Based on 2016 incomes, that puts rents roughly at $350 to $1060 per month, depending on the number of bedrooms. More than 6,000 square feet on the ground will be allotted commercial space.

PCRI said construction is scheduled for May 2017, after financing is closed.

Beatrice Marrow will also be the first city-funded project to use Portland Housing Bureau’s “preference policy” to prioritize rental homes for previously-displaced residents.

Put forward in 2015 to mitigate the marginalization and displacement of historic residents, the policy gives first dibs on housing developments to families and their ancestors – African Americans, in particular – who were ousted from their North and Northeast neighborhoods by urban renewal.

“Those were the areas that African Americans were forced to live in, because they weren’t allowed to live elsewhere,” Travis Phillips, director of housing development at PCRI, told The Skanner. “And yet at the same time they did not have access to conventional mortgage loans in order to buy their properties. So once the neighborhood turned and rents started getting more expensive, we know they’re the vast majority of folks that got displaced.”
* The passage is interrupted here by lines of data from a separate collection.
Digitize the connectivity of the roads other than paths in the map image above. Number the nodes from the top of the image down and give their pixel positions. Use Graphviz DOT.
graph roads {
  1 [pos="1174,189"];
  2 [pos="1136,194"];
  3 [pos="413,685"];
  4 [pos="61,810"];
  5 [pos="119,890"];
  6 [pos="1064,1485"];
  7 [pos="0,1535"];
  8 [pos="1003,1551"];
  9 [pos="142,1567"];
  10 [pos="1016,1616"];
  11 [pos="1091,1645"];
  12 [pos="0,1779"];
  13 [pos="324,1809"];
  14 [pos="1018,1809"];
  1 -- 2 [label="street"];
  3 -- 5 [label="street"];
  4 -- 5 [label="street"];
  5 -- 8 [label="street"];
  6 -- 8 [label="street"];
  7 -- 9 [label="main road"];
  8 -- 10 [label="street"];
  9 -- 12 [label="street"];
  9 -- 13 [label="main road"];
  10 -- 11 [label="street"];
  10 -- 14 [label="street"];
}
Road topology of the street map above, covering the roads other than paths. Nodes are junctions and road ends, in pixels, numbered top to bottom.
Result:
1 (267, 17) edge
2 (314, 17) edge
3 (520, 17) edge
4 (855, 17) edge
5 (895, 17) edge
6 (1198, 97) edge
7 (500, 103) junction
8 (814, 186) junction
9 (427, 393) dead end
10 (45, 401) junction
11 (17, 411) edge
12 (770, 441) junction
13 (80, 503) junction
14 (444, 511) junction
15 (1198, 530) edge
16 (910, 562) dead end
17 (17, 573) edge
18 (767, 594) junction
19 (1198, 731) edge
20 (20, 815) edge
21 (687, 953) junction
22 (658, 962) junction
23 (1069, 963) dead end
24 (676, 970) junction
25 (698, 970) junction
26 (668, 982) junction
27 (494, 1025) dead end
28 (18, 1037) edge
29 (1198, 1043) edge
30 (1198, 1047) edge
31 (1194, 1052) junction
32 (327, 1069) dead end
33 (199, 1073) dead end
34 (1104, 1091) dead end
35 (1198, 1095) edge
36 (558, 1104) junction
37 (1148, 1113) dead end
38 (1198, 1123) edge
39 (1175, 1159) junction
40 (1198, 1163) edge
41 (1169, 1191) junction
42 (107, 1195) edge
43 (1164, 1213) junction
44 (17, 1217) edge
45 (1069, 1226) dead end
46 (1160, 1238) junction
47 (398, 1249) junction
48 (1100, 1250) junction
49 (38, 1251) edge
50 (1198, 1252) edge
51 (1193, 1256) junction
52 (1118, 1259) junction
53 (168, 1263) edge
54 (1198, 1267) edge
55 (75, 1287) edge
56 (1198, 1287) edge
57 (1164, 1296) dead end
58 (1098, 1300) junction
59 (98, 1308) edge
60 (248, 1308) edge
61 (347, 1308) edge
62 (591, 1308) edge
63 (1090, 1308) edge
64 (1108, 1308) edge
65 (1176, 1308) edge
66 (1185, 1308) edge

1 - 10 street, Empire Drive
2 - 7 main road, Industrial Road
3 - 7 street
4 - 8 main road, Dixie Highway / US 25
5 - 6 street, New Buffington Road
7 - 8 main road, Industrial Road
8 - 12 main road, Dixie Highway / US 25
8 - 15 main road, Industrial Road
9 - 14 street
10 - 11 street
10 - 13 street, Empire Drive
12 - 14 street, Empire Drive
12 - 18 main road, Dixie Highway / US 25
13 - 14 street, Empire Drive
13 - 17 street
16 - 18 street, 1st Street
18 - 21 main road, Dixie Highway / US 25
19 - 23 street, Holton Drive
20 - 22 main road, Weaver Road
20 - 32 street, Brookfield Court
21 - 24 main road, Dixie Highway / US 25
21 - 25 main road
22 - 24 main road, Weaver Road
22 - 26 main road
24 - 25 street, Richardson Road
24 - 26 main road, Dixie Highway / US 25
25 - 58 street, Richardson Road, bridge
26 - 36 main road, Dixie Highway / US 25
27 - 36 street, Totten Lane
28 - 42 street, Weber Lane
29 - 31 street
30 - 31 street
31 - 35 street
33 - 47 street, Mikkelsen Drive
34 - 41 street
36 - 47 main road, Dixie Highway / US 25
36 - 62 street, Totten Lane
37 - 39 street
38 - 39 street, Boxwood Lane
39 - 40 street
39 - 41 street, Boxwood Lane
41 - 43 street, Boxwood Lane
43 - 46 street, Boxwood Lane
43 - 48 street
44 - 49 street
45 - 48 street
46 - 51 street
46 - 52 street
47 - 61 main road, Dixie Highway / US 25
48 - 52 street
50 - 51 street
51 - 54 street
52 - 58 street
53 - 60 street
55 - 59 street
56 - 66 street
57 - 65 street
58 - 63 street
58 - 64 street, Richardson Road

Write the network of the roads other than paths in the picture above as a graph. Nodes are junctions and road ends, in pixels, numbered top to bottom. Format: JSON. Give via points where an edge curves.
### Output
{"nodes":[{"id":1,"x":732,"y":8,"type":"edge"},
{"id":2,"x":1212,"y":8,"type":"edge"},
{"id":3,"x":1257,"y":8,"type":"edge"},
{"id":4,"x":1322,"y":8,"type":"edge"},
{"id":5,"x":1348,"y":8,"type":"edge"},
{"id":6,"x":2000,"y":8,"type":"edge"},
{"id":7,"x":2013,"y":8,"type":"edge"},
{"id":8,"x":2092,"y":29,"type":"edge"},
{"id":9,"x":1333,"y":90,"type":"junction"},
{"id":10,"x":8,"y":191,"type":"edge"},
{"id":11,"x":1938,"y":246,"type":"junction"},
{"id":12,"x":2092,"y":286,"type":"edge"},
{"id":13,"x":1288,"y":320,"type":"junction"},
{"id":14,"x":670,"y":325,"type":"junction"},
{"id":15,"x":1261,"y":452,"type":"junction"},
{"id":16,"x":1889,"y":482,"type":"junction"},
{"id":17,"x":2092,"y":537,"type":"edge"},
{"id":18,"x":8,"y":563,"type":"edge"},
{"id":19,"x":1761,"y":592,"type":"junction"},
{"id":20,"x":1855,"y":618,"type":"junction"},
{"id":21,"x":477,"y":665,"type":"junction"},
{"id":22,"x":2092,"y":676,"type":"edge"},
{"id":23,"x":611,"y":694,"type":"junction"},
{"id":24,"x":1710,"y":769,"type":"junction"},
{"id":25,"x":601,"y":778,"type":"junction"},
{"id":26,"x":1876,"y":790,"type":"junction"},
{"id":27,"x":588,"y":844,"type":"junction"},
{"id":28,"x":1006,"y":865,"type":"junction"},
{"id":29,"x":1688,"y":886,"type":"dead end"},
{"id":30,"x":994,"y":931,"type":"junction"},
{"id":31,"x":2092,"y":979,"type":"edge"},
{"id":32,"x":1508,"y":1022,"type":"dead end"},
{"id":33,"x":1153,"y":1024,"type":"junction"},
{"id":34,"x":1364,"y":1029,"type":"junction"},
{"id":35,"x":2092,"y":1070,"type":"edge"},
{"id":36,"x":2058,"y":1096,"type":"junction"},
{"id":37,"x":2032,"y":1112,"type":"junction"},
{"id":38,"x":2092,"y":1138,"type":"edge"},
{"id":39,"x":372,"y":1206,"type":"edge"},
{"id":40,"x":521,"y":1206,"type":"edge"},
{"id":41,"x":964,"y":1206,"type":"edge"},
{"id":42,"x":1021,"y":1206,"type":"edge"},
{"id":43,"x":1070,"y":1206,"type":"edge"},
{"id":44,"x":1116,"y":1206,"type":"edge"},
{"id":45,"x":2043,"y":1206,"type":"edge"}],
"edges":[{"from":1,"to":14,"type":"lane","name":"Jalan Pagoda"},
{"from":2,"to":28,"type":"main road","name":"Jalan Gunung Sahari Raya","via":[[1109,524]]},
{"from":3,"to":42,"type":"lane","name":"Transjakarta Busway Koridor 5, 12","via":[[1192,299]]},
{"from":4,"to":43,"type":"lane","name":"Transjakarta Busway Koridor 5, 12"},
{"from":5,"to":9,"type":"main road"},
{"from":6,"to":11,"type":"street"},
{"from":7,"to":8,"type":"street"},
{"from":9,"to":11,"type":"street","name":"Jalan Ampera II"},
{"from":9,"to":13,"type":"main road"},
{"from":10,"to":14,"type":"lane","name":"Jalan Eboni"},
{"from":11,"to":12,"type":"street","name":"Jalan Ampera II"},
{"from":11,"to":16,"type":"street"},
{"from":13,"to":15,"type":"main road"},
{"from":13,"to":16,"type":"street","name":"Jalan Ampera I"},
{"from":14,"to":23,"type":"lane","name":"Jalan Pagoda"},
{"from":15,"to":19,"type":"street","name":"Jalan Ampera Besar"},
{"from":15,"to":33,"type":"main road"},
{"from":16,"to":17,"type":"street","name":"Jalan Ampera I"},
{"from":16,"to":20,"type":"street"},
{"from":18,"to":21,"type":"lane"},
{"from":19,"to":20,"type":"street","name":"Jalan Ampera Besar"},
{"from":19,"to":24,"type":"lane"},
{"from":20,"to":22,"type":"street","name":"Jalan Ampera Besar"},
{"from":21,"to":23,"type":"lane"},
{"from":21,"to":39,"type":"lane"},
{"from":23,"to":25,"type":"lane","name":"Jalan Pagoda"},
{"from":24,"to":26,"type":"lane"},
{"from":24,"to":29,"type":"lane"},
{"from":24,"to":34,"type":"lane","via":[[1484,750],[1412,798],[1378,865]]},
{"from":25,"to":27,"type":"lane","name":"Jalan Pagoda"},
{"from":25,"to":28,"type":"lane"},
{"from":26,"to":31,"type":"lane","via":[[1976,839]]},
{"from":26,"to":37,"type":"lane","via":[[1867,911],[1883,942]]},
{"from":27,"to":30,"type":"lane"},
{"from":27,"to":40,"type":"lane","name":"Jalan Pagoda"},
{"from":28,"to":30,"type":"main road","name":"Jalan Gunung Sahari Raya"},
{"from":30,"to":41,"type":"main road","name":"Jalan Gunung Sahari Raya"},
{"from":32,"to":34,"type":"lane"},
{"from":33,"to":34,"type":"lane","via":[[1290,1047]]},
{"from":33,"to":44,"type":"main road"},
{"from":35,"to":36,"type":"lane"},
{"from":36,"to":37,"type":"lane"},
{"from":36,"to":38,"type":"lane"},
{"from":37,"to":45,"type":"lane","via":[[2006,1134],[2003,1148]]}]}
The preference policy falls under the city’s 2015 North/Northeast Housing Strategy, which lays out how $20 million in funds from the Interstate Corridor Urban Renewal Area will be allocated for affordable housing, in an effort to atone for the sins of gentrification.

Portland’s North and Northeast areas lost around 800 African American residents between 2012 and 2014, but the exodus started decades before. As early as the 1950s and 60s, Portland began adopting urban planning policies that demolished older, predominately African American neighborhoods in the name of revitalization, forcing members of the Black community to relocate.

Attempts have since been made to bring them back, but none proved prosperous.  

Last autumn, with over $600,000 in subsidies, the Portland Housing Bureau constructed the Jarrett Street Lofts off of North Interstate Avenue to attract displaced Black residents by prioritizing them for homeownership.

But at 387 to 556 square feet, the developers struggled to fill the micro-condos with families. The Jarrett Street Lofts are no longer participating in the preference policy process.

“The challenge with the Jarrett Street project is that it’s a unique demographic that’s drawn towards that housing type as their first choice,” said Martha Calhoon, public information officer at the Portland Housing Bureau. “For larger families, it’s not necessarily going to work for them.”

Calhoon predicts a different fate for the Morrow complex, which is rental only.

“To apply and be accepted for rental housing is a much lower barrier and quicker process than becoming mortgage ready,” she said. “As we begin advertising rental properties and open application periods for preference points, I expect there to be pretty high demand.”

By comparison, the Housing Authority of Portland (now Home Forward) successfully revitalized the Columbia Villa, a 462-unit complex originally built in North Portland in 1942 as housing for World War II shipyard workers. By the 2000s, the complex failed to meet modern building standards, and its 1,300 low-income residents were increasingly isolated from the community – geographically, socially, and economically.

But with a $35 million grant from HUD, supplemented by additional funding, HAP constructed the New Columbia, an 854-unit, mixed housing complex on the old site.

By the end of 2003, HAP had relocated almost 400 households of the Columbia Villa, with 29 percent of former residents returning to the new complex. Eighty-six percent of respondents said they were either very or somewhat satisfied with their relocation.

According to Phillips, PCRI is still ironing out the kinks in the preference policy process for Beatrice Morrow, but applications are accepted to include both paper and online portions. Filing assistance for applicants will likely be provided by PCRI and Portland Housing Bureau staff.